Given the material below, return only the lines starting at the line with "inset:0; background:#aab3b9; transform-origin:0" and ending at the line with "font-size:15px; color:#657683; font-weight:700", exactly as they appear.

Material for this task:

▬▬▬▬▬▬

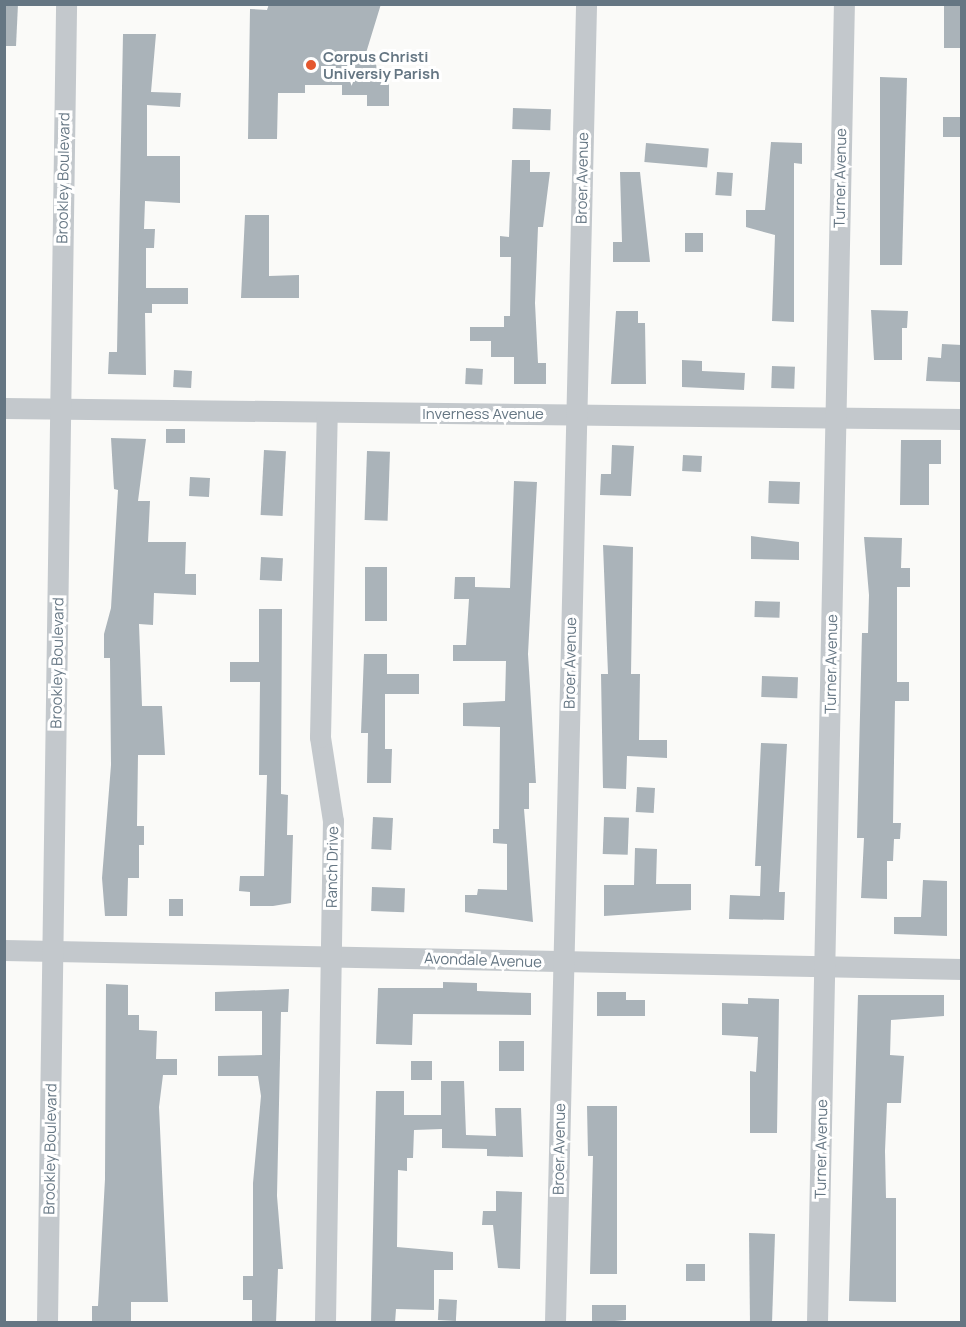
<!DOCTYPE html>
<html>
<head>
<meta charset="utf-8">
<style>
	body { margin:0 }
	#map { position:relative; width:966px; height:1327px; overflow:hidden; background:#fafaf8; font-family:Manrope,sans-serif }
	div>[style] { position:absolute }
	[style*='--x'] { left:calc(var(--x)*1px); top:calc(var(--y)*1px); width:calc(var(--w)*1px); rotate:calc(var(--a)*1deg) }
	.building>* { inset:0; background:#aab3b9; transform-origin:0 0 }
	.minor>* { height:21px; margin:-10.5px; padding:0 10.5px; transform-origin:10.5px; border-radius:10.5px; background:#c3c8cc }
	.dots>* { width:16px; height:16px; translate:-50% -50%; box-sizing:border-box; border:3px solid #fff; border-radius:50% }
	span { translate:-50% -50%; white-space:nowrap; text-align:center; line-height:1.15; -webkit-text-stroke:6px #fff; paint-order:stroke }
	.poi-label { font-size:15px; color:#657683; font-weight:700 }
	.left { translate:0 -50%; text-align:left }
	.street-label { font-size:15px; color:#657683 }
	.frame { position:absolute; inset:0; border:6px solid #657683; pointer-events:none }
</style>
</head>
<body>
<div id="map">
	<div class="building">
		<i style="clip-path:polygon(4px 4px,18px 4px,16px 46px,4px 46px)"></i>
		<i style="clip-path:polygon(269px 4px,381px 4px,366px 53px,389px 81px,389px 106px,367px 106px,367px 95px,342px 95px,342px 85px,305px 85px,305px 93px,278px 93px,277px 139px,248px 139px,250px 9px,267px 10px)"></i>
		<i style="left:944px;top:4px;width:18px;height:44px"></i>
		<i style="clip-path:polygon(123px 34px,156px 34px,151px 92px,181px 93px,180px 107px,147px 105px,147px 156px,180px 156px,180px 203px,145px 201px,144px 229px,155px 229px,154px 248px,146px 248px,146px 288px,188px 288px,188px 304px,152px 304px,152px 313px,145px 313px,146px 375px,108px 374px,109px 352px,117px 352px)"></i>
		<i style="clip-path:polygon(880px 77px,907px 78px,902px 265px,880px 265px)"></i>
		<i style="left:513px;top:108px;width:38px;height:21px;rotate:2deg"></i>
		<i style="left:943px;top:117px;width:19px;height:20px"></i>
		<i style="clip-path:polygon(771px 142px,802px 143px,802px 164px,794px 163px,794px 322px,772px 321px,775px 235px,746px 227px,746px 210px,765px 210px)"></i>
		<i style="left:646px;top:143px;width:63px;height:19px;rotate:5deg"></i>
		<i style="clip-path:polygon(512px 160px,530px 160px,530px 172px,550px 172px,543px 227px,538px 227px,535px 303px,538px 363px,546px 363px,546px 384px,514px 384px,514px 357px,491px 357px,491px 341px,470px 341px,470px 327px,504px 327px,504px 316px,510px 316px,511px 257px,500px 257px,500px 236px,509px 237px)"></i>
		<i style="clip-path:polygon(620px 172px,640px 172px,650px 262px,613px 262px,613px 242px,622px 242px)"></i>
		<i style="left:717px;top:172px;width:16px;height:23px;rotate:4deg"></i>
		<i style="clip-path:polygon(245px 215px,269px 215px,269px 276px,299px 275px,299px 298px,241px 298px)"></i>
		<i style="left:685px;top:233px;width:18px;height:19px"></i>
		<i style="clip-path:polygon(871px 310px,908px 311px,907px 328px,902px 328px,902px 360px,874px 360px)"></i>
		<i style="clip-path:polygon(616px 311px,638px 311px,638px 323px,645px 323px,646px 384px,611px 384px)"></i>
		<i style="clip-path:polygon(942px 344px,962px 345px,960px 382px,926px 381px,928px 357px,941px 358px)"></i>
		<i style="clip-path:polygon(682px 360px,702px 361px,702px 371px,745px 373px,744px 390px,682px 387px)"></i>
		<i style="left:772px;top:366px;width:23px;height:22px;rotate:2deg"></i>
		<i style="left:466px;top:368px;width:17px;height:16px;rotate:3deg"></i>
		<i style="left:174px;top:370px;width:18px;height:17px;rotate:3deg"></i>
		<i style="left:166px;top:429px;width:19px;height:14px"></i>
		<i style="clip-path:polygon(111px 438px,146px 439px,138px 501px,150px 501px,148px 542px,186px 542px,185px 574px,196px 574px,196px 595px,154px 593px,153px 625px,139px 624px,142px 706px,162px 706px,165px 755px,138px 755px,137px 826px,144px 826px,144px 845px,139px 845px,139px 878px,128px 878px,127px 916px,105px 916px,102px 878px,111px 765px,110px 658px,104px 658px,104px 634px,111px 608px,118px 490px,114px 489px)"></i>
		<i style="clip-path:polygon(901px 440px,941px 440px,941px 464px,929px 464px,929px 505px,900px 505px)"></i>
		<i style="clip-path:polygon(612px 445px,634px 446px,631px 496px,600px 495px,601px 474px,611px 474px)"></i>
		<i style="left:264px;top:450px;width:22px;height:65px;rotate:3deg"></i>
		<i style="left:367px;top:451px;width:23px;height:69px;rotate:2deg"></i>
		<i style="left:683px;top:455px;width:19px;height:16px;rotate:3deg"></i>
		<i style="left:190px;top:477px;width:20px;height:19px;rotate:3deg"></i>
		<i style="clip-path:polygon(514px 481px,537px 482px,528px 654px,536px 783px,529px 783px,529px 809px,524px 809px,533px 922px,465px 912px,465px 895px,477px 895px,478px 889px,507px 890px,507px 844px,493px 843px,493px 829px,499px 829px,500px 727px,463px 726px,463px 703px,505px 701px,506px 661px,453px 661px,453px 645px,466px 645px,469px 599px,454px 599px,455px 577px,475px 577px,475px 587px,510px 588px)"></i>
		<i style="left:769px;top:481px;width:31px;height:22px;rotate:2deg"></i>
		<i style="clip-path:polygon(751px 536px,799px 542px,799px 560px,751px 559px)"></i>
		<i style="clip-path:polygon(864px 537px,902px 538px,901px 568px,910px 568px,910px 587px,897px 587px,897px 682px,909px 682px,909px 701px,895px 701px,893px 823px,901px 823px,900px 839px,894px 839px,893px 861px,887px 861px,887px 899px,861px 898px,864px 838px,857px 838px,862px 633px,868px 633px,869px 595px)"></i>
		<i style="clip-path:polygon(603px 545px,633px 547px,631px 674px,640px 674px,639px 740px,667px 740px,667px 758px,627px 756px,626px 789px,603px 788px,601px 674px,608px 674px)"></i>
		<i style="left:261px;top:557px;width:22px;height:23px;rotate:3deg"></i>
		<i style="left:365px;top:567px;width:22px;height:54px"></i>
		<i style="left:755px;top:601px;width:25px;height:16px;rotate:2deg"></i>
		<i style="clip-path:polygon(259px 609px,282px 609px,281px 794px,288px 795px,287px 835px,293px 835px,291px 903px,273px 906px,250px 906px,250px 892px,239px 891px,240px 876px,264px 876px,267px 775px,259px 775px,260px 682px,230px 682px,230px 662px,259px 662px)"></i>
		<i style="clip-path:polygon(364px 654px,387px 654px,387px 674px,419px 674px,419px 694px,385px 694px,385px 749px,392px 749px,391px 783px,367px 783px,368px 733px,361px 733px)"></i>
		<i style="left:762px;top:676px;width:36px;height:21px;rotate:2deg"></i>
		<i style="clip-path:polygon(761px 743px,787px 744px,779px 892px,785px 892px,784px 920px,729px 919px,730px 895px,760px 896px,761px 866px,755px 866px)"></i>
		<i style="left:637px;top:787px;width:18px;height:25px;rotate:3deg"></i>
		<i style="left:373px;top:817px;width:20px;height:32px;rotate:3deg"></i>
		<i style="left:604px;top:817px;width:25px;height:37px;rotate:2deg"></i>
		<i style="clip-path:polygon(635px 848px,657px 849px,656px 884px,691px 884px,691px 910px,604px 916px,604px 885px,634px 885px)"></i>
		<i style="clip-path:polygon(923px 880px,947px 881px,947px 936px,894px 934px,894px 917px,921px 917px)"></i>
		<i style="left:372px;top:887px;width:33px;height:24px;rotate:2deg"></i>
		<i style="left:169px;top:899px;width:14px;height:17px"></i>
		<i style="clip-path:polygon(443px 982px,477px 983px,477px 991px,531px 993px,531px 1015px,413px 1014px,412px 1045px,376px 1044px,378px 988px,443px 988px)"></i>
		<i style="clip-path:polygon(106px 984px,128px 985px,128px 1015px,139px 1015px,139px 1030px,157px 1031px,156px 1059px,177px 1059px,177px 1075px,163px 1075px,159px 1107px,168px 1302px,131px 1302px,131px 1323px,92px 1323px,92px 1306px,98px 1306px,105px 1179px)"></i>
		<i style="clip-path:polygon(289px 989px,288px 1012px,281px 1012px,277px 1196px,283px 1269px,278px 1269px,276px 1323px,252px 1323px,252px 1300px,243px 1300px,243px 1276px,253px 1276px,253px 1183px,261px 1096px,258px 1076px,218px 1076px,218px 1056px,262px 1055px,262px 1011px,215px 1011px,215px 992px)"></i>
		<i style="clip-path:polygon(597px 992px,626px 992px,626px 1000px,645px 1000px,645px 1016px,597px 1016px)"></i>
		<i style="clip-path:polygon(858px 995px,944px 995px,944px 1016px,891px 1020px,890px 1055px,904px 1056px,901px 1103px,887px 1103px,885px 1151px,886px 1198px,896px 1198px,896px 1302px,849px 1301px)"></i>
		<i style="clip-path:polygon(748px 998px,779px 999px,777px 1133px,750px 1133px,750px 1071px,756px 1072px,758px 1037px,722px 1035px,722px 1003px,748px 1004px)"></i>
		<i style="left:499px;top:1041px;width:25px;height:30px"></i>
		<i style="left:411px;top:1061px;width:21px;height:19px"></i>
		<i style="clip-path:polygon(441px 1081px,464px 1081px,466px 1135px,496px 1136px,495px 1108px,521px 1108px,523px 1157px,487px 1156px,487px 1149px,442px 1148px,442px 1129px,414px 1130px,413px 1158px,407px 1158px,407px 1171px,398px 1170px,397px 1247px,453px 1252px,453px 1270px,434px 1270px,434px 1310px,396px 1309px,395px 1323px,371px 1323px,376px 1091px,404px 1091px,404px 1115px,441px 1115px)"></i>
		<i style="clip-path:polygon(587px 1106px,617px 1106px,617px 1274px,590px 1274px,593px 1156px,588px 1156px)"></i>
		<i style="clip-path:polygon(496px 1191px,522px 1192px,520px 1269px,498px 1268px,493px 1225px,482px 1225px,483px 1211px,496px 1211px)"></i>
		<i style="clip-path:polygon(749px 1233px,775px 1234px,772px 1323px,750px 1323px)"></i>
		<i style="left:686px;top:1264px;width:19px;height:17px"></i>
		<i style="left:439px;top:1299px;width:18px;height:21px;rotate:3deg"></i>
		<i style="clip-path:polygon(592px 1305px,626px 1305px,626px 1320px,592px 1323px)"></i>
	</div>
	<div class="minor">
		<i style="--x:4;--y:408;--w:958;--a:0.66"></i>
		<i style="--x:4;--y:950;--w:958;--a:1.14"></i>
		<i style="--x:47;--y:1322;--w:1318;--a:-89.17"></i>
		<i style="--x:325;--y:1322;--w:501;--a:-89.09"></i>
		<i style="--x:333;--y:821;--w:85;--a:-98.8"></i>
		<i style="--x:320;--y:737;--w:324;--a:-88.8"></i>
		<i style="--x:555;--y:1322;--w:1318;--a:-88.65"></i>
		<i style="--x:817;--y:1322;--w:1318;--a:-88.83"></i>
	</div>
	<div class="dots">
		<i style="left:311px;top:65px;background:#e4572e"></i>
	</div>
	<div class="poi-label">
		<span class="left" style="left:323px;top:65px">Corpus Christi<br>Universiy Parish</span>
	</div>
	<div class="street-label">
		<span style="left:63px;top:178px;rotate:-89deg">Brookley Boulevard</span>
		<span style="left:582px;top:178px;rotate:-89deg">Broer Avenue</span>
		<span style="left:840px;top:178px;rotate:-89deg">Turner Avenue</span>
		<span style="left:483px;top:414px">Inverness Avenue</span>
		<span style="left:57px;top:663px;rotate:-89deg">Brookley Boulevard</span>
		<span style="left:570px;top:663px;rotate:-89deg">Broer Avenue</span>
		<span style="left:831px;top:664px;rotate:-89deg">Turner Avenue</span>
		<span style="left:332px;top:867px;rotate:-89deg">Ranch Drive</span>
		<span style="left:483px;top:960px;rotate:2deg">Avondale Avenue</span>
		<span style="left:50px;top:1149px;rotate:-89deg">Brookley Boulevard</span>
		<span style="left:559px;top:1149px;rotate:-89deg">Broer Avenue</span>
		<span style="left:821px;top:1149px;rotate:-89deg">Turner Avenue</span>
	</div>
	<div class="frame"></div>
</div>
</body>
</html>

▬▬▬▬▬▬

Written answer:
	.building>* { inset:0; background:#aab3b9; transform-origin:0 0 }
	.minor>* { height:21px; margin:-10.5px; padding:0 10.5px; transform-origin:10.5px; border-radius:10.5px; background:#c3c8cc }
	.dots>* { width:16px; height:16px; translate:-50% -50%; box-sizing:border-box; border:3px solid #fff; border-radius:50% }
	span { translate:-50% -50%; white-space:nowrap; text-align:center; line-height:1.15; -webkit-text-stroke:6px #fff; paint-order:stroke }
	.poi-label { font-size:15px; color:#657683; font-weight:700 }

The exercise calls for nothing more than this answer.